Santa Clara County, California
The Sanda Clara County study found capitalization benefits of 23 percent for a typical commercial parcel near a light rail stop and more than 120 percent for commercial land in a business district and within a quarter-mile of a commuter rail station. The authors conclude that these findings lend support to transit-oriented development (TOD)initiatives, and that the benefits of TOD can best be realized through denser, mixed-use development and infill of sites fairly close to rail stations.
Download the Santa Clara County Rail Study (PDF: 500KB)
San Diego County, California
This found appreciable land-value premiums for different land uses in different rail-transit corridors in San Diego County. The most appreciable benefits were: 46 percent premiums for condominiums and 17 percent for single-family housing near Coaster commuter rail stations in the north county; 17 percent and 10 percent premiums, respectively, for multifamily housing near East Line and South Line trolley stations; and, for commercial properties, 91 percent premiums for parcels near downtown Coaster stations and 72 percent premiums for parcels near trolley stations in the Mission Valley.
Download the San Diego County Rail Study (PDF: 463KB)

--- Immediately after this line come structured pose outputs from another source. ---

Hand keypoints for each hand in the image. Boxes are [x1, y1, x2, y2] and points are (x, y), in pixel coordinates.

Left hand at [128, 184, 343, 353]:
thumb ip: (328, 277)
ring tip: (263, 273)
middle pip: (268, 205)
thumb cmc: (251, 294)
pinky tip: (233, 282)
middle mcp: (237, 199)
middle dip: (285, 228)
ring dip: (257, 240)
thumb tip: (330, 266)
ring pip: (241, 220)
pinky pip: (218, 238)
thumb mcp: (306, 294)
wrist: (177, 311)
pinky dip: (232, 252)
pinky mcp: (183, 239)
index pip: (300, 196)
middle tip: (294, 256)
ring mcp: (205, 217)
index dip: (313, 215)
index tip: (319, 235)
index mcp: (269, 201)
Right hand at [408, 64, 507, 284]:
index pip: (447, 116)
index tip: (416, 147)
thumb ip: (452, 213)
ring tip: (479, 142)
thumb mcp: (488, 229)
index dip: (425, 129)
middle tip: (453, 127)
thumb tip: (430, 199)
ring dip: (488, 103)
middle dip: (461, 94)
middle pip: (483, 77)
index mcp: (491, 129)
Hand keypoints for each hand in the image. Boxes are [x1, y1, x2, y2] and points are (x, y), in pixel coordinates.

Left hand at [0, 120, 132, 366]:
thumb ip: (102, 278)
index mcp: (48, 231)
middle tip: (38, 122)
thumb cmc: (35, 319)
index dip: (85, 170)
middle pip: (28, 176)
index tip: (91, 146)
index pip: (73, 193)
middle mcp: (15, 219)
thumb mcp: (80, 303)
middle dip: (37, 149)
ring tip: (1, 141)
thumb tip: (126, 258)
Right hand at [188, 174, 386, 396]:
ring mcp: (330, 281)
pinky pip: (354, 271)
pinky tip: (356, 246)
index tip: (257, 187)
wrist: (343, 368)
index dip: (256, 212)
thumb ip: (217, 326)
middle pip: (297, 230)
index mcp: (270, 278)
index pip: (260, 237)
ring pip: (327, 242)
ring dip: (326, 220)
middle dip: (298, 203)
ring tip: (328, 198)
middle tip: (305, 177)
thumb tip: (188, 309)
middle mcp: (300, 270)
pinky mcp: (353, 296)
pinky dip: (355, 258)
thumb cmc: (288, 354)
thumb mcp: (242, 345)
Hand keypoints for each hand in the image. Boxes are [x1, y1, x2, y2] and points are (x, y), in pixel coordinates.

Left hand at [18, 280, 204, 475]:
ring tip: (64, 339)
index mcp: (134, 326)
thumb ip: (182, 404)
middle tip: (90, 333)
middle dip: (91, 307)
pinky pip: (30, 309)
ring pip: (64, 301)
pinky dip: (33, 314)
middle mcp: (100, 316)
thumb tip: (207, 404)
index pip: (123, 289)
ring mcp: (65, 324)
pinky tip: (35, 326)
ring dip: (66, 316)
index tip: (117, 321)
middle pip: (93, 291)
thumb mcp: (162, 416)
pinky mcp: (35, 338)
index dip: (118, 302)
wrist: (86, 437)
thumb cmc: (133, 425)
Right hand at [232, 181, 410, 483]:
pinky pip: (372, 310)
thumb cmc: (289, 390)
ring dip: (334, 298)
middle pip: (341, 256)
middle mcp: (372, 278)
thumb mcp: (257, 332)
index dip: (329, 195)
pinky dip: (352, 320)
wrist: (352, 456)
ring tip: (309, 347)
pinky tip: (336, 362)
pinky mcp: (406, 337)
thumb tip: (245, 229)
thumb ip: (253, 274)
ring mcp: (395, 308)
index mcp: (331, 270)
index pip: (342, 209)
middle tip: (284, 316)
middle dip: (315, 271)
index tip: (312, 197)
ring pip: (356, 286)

Los Angeles County, California
Although some instances of land-value premiums were found in the Los Angeles County study, overall impacts were uneven and inconsistent. In the case of the Red Line, multifamily housing near subway stations accrued benefits; for other uses, nearby properties tended to sell for less. Stronger premiums were found for the Metrolink commuter rail system, with the exception of the Orange and Ventura corridors. Light-rail transit services conferred the largest benefits to multifamily housing and commercial uses. One possible explanation for the lack of clear and consistent premiums in Los Angeles may be that many rail station areas are in distressed settings and redevelopment districts.